Stored data
□ □ □ □ □

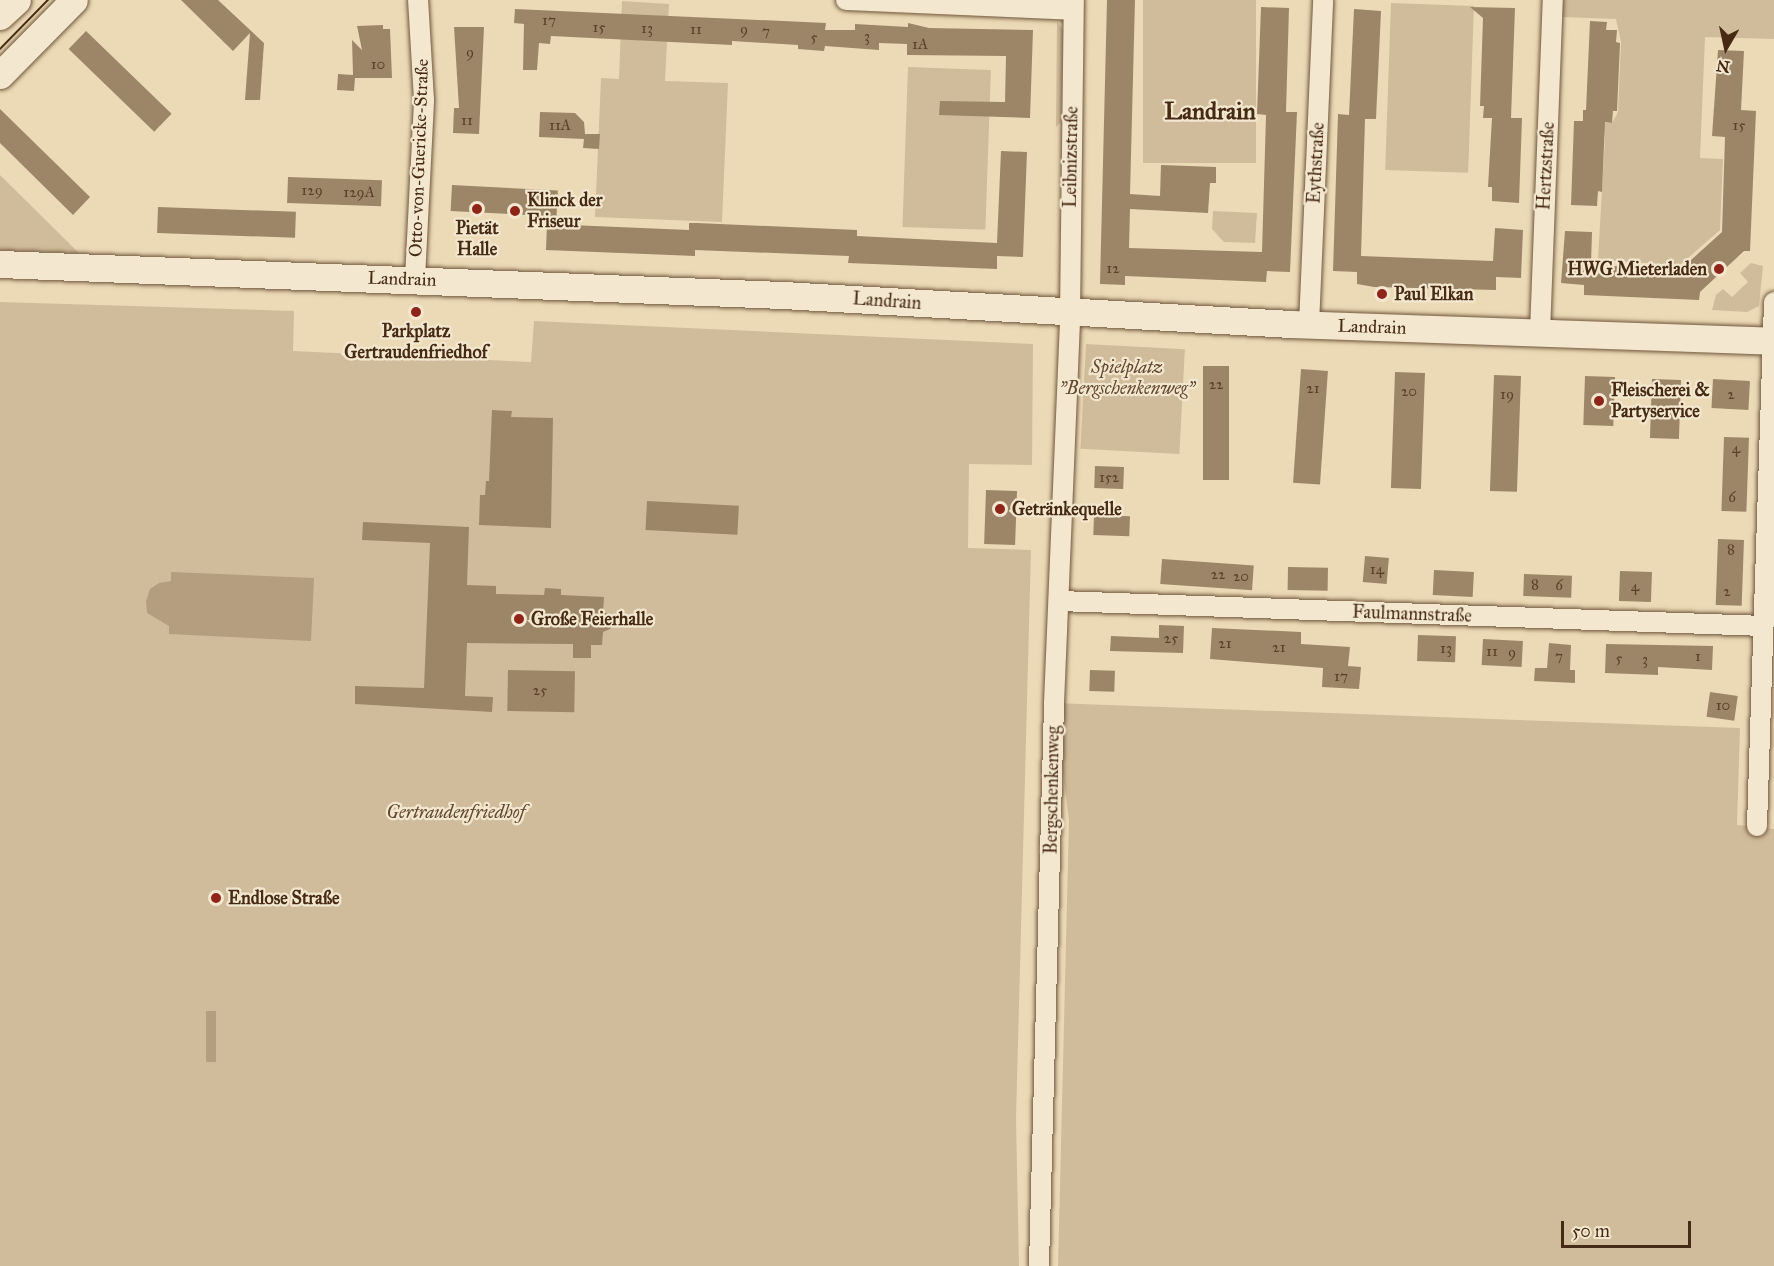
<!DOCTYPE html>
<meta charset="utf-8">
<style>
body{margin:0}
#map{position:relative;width:1774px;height:1266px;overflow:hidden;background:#ecdab6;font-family:"IM FELL Great Primer",serif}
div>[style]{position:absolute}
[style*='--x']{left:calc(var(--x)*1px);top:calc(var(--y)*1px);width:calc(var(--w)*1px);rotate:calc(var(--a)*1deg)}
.green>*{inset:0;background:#d0bc9a;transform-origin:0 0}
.water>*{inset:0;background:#b49e7f;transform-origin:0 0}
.building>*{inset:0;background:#9d8668;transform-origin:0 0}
.roads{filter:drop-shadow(0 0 2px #70563c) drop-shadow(0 0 2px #70563c)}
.street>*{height:20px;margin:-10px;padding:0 10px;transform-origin:10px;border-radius:10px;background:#f3e7d0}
.secondary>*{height:27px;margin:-13.5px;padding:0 13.5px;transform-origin:13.5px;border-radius:13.5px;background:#f3e7d0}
.tram>*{height:1.5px;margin:-0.75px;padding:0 0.75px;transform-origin:0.75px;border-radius:0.75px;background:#472a14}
.dots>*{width:16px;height:16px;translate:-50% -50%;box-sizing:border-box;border:3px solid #f3e7d0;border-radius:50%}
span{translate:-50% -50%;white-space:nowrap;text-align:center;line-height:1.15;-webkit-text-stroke:4.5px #f3e7d0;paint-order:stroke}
.number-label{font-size:15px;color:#5c4129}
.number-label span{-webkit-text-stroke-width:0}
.street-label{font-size:18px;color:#472a14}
.poi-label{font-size:18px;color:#472a14;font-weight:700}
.left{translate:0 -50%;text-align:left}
.right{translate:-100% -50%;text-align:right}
.park-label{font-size:18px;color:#62472f;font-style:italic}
.district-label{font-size:24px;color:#472a14;font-weight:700}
.north{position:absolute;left:1696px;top:18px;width:60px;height:60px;-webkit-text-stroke:4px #f3e7d0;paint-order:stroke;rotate:189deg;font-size:16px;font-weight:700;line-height:24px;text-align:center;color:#472a14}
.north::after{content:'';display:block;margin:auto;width:21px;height:27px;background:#472a14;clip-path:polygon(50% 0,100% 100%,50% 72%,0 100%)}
.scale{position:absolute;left:1561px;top:1221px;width:130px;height:27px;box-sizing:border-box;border:3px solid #472a14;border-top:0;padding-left:8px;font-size:18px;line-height:21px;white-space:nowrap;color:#472a14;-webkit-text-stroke:4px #f3e7d0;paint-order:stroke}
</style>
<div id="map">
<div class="green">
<i style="left:1143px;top:0;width:113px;height:163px"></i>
<i style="clip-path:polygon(1562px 0,1774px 0,1774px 39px,1705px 37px,1700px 158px,1723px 159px,1720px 230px,1680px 265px,1598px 260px,1605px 137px,1601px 122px,1612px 123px,1618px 112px,1621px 42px,1616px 19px,1561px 17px)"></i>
<i style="clip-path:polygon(622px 1px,669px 4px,665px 81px,728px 83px,722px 222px,595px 217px,601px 78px,619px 79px)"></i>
<i style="left:1391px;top:3px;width:83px;height:167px;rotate:2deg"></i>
<i style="clip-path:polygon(1057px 21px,1063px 30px,1061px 122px,1056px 127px)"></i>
<i style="left:908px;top:67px;width:83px;height:160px;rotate:2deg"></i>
<i style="clip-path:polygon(0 175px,79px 253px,0 250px)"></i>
<i style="clip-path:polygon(1213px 211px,1257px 213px,1255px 243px,1224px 242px,1212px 229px)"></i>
<i style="clip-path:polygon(1751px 263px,1763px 266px,1759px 306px,1747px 312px,1712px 310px,1716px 295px,1723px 289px,1732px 297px,1748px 282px,1740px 273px)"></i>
<i style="clip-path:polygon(0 302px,294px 311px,293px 351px,531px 362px,534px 321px,1033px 344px,1032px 465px,969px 464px,968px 548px,1031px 550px,1016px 1119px,1019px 1266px,0 1266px)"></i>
<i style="left:1086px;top:344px;width:99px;height:105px;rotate:3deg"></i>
<i style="clip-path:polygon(1054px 703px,1740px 728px,1737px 825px,1774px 829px,1774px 1266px,1058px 1266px,1069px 820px)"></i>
</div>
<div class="water">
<i style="clip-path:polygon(171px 572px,314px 578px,311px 641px,169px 634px,169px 626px,147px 613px,146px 601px,150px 589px,159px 583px,171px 581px)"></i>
<i style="left:206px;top:1011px;width:10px;height:51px"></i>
</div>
<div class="building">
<i style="clip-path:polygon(181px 0,218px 0,264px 43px,260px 100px,245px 100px,250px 33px,233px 51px)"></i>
<i style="clip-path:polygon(1107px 0,1135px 0,1130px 194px,1160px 196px,1161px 165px,1216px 167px,1216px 183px,1210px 183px,1208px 213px,1130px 209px,1129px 248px,1262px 252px,1266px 115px,1257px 114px,1261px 7px,1289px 8px,1286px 112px,1297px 112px,1290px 272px,1267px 271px,1266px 282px,1125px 276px,1125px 285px,1100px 284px)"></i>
<i style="clip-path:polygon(1470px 7px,1515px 8px,1511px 118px,1522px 118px,1519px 203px,1492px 201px,1492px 187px,1488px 187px,1492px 118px,1483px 118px,1484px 106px,1480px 106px,1483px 18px)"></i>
<i style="clip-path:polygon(515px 9px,826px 23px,825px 30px,855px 30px,855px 24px,908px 27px,908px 23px,929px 28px,1033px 30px,1030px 118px,939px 115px,940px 101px,1005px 102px,1006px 56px,907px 55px,907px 44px,879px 43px,879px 50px,825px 46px,824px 51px,798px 49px,798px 45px,732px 41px,732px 45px,551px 36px,550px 44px,539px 43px,537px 70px,523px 70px,524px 24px,514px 23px)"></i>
<i style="clip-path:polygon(1354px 9px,1381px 11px,1376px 119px,1365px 119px,1361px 256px,1493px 261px,1495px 228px,1523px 230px,1521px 278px,1496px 277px,1496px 290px,1374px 287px,1357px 284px,1357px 272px,1333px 271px,1338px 114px,1349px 115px)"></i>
<i style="clip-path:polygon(1590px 21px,1607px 22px,1606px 30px,1617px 30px,1616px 42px,1620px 43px,1617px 111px,1613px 111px,1612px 123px,1605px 122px,1602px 192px,1598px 191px,1597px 206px,1571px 205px,1574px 121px,1583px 121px,1583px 110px,1586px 110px)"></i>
<i style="clip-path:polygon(383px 25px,383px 29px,390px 29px,392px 78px,355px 78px,354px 91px,337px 90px,338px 74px,353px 75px,352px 40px,362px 50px,357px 26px)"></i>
<i style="clip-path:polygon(454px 27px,484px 27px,479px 134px,453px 133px,454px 108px,459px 108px)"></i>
<i style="left:86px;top:31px;width:119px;height:25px;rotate:44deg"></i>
<i style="clip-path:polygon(1718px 50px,1744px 51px,1741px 110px,1756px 111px,1750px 251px,1744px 251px,1700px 292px,1699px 300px,1584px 295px,1584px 285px,1561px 283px,1565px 231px,1592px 232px,1591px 265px,1681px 269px,1722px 232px,1725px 137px,1712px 136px)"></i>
<i style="clip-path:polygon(0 109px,90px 197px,73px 215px,0 143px)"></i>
<i style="clip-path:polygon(540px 112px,575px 113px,584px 122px,585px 134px,600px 134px,599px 149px,583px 148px,584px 139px,539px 137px)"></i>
<i style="clip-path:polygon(1001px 151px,1027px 152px,1023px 257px,997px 256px,997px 269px,848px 263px,849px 256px,823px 255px,695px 250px,695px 256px,546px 250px,547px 224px,689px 230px,689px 223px,697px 223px,857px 230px,857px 236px,997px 243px)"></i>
<i style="left:288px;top:177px;width:94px;height:26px;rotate:2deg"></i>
<i style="left:452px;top:185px;width:106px;height:26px;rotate:3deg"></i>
<i style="left:158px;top:207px;width:138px;height:26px;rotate:2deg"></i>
<i style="left:1203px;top:366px;width:26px;height:114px"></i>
<i style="left:1301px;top:369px;width:27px;height:114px;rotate:4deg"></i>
<i style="left:1395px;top:372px;width:30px;height:116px;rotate:2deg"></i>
<i style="left:1494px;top:375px;width:27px;height:116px;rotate:2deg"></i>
<i style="left:1585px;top:376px;width:30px;height:49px;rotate:2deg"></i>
<i style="left:1652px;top:379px;width:29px;height:59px;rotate:2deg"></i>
<i style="left:1713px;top:379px;width:37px;height:29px;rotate:3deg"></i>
<i style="clip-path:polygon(492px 410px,512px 411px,511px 417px,553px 418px,551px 528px,479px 525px,480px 495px,485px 495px,486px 481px,489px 481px)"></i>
<i style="left:1724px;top:437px;width:25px;height:74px;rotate:2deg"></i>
<i style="left:1095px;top:466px;width:29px;height:22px;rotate:2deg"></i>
<i style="left:986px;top:490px;width:31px;height:54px;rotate:2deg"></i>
<i style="left:647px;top:501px;width:92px;height:29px;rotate:3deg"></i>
<i style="left:1094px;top:515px;width:36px;height:20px;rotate:2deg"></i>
<i style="clip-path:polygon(363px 522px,469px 527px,467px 585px,496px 586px,496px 594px,544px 595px,545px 588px,561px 589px,561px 595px,604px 597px,603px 612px,611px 615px,613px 622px,610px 629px,603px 632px,602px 645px,591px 645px,591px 658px,573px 658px,573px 644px,467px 643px,465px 696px,493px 697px,492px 712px,355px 704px,355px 686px,424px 688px,430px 543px,362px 540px)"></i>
<i style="left:1718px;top:539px;width:26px;height:66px;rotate:2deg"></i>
<i style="left:1365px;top:556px;width:24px;height:26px;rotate:5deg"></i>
<i style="left:1162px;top:559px;width:92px;height:25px;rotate:4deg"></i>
<i style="left:1288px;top:567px;width:40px;height:23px;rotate:1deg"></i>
<i style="left:1434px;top:570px;width:40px;height:25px;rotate:3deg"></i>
<i style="left:1620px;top:571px;width:32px;height:30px;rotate:2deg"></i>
<i style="left:1524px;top:574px;width:48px;height:22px;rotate:2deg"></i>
<i style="clip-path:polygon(1159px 625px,1184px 626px,1183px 653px,1110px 651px,1111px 636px,1159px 638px)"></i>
<i style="clip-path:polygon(1212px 628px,1301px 632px,1301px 644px,1350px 647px,1348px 666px,1361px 667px,1359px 689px,1322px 687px,1323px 668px,1210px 659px)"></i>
<i style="left:1418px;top:635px;width:38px;height:26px;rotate:2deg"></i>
<i style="left:1483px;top:639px;width:40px;height:26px;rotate:3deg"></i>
<i style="clip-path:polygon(1549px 643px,1571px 645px,1570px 670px,1575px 670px,1575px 683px,1534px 681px,1535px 668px,1547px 668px)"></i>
<i style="clip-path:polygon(1606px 644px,1713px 646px,1712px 670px,1658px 667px,1658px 675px,1605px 673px)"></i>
<i style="left:508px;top:670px;width:67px;height:41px;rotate:1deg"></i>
<i style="left:1090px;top:670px;width:25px;height:21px;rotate:2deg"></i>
<i style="left:1710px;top:692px;width:28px;height:25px;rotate:8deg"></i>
</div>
<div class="roads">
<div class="street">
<i style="--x:846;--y:0;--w:227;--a:2.5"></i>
<i style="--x:415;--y:279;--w:179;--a:-87.1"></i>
<i style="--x:424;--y:100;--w:100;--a:-93.4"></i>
<i style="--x:1309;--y:325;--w:325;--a:-87.5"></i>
<i style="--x:1540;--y:332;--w:332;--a:-87.8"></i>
<i style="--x:1059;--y:601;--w:705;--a:2.03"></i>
<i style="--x:1757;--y:826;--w:524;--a:-88.14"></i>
<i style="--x:1039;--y:1266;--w:563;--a:-88.47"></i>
<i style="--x:1054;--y:703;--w:389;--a:-87.6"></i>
<i style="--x:1070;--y:314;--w:314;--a:-89.3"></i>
</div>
<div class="secondary">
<i style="--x:0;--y:16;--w:23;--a:-43"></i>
<i style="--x:0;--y:75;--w:105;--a:-45.4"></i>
<i style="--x:0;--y:264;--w:784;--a:2.27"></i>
<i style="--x:783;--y:295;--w:508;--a:3.27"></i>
<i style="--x:1290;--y:324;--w:484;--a:2"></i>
</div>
</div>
<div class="tram">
<i style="--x:0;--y:49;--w:69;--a:-45.6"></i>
</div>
<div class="dots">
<i style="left:477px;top:209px;background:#8f2418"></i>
<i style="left:515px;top:211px;background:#8f2418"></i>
<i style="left:1719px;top:269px;background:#8f2418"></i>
<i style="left:1382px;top:294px;background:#8f2418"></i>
<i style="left:416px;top:312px;background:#8f2418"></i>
<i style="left:1599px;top:401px;background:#8f2418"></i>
<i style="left:1000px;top:509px;background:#8f2418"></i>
<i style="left:519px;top:619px;background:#8f2418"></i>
<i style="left:216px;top:898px;background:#8f2418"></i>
</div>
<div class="number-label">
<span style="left:549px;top:21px">17</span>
<span style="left:599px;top:28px">15</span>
<span style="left:647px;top:29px">13</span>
<span style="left:696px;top:30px">11</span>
<span style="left:744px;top:30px">9</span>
<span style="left:766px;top:32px">7</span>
<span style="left:867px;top:37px">3</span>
<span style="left:814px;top:38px">5</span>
<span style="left:920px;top:45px">1A</span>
<span style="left:470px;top:53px">9</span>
<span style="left:378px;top:65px">10</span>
<span style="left:467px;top:121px">11</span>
<span style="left:560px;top:126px">11A</span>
<span style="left:1739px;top:126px">15</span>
<span style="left:312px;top:191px">129</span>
<span style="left:359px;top:193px">129A</span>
<span style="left:1113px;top:269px">12</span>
<span style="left:1216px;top:385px">22</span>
<span style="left:1313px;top:389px">21</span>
<span style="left:1409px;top:392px">20</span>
<span style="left:1507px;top:395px">19</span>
<span style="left:1731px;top:395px">2</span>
<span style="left:1736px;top:449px">4</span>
<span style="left:1109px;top:478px">152</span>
<span style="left:1732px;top:498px">6</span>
<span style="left:1731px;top:550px">8</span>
<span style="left:1377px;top:570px">14</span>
<span style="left:1218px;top:575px">22</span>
<span style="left:1241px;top:577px">20</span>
<span style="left:1535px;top:585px">8</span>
<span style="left:1559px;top:586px">6</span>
<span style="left:1635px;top:587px">4</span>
<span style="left:1727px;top:592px">2</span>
<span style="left:1171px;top:639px">25</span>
<span style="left:1225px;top:644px">21</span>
<span style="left:1279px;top:648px">21</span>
<span style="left:1446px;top:649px">13</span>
<span style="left:1492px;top:652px">11</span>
<span style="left:1512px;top:653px">9</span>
<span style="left:1559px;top:657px">7</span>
<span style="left:1698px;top:657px">1</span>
<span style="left:1619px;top:659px">5</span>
<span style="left:1645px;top:660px">3</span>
<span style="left:1341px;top:677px">17</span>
<span style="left:540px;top:691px">25</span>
<span style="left:1723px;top:706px">10</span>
</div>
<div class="street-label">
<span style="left:1071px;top:157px;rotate:-89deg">Leibnizstraße</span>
<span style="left:419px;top:158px;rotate:-88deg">Otto-von-Guericke-Straße</span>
<span style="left:1316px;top:163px;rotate:-87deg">Eythstraße</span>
<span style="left:1546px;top:166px;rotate:-87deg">Hertzstraße</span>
<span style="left:402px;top:279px;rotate:2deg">Landrain</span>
<span style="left:887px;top:301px;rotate:4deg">Landrain</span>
<span style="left:1372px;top:327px;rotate:2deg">Landrain</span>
<span style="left:1412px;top:614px;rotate:2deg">Faulmannstraße</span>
<span style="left:1052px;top:790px;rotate:-89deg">Bergschenkenweg</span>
</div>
<div class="poi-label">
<span class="left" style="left:527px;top:211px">Klinck der<br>Friseur</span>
<span style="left:477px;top:239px">Pietät<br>Halle</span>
<span class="right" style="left:1707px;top:269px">HWG Mieterladen</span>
<span class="left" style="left:1394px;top:294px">Paul Elkan</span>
<span style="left:416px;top:342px">Parkplatz<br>Gertraudenfriedhof</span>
<span class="left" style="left:1611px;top:401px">Fleischerei &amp;<br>Partyservice</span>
<span class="left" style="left:1012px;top:509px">Getränkequelle</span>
<span class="left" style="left:531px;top:619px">Große Feierhalle</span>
<span class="left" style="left:228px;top:898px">Endlose Straße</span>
</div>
<div class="park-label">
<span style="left:1127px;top:378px">Spielplatz<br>"Bergschenkenweg"</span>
<span style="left:456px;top:812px">Gertraudenfriedhof</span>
</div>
<div class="district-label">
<span style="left:1210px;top:112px">Landrain</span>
</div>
<div class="north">N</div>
<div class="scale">50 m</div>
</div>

□ □ □ □ □

Work task: Check each line above for "water" and return the ones that have it.

Answer to this exercise:
.water>*{inset:0;background:#b49e7f;transform-origin:0 0}
<div class="water">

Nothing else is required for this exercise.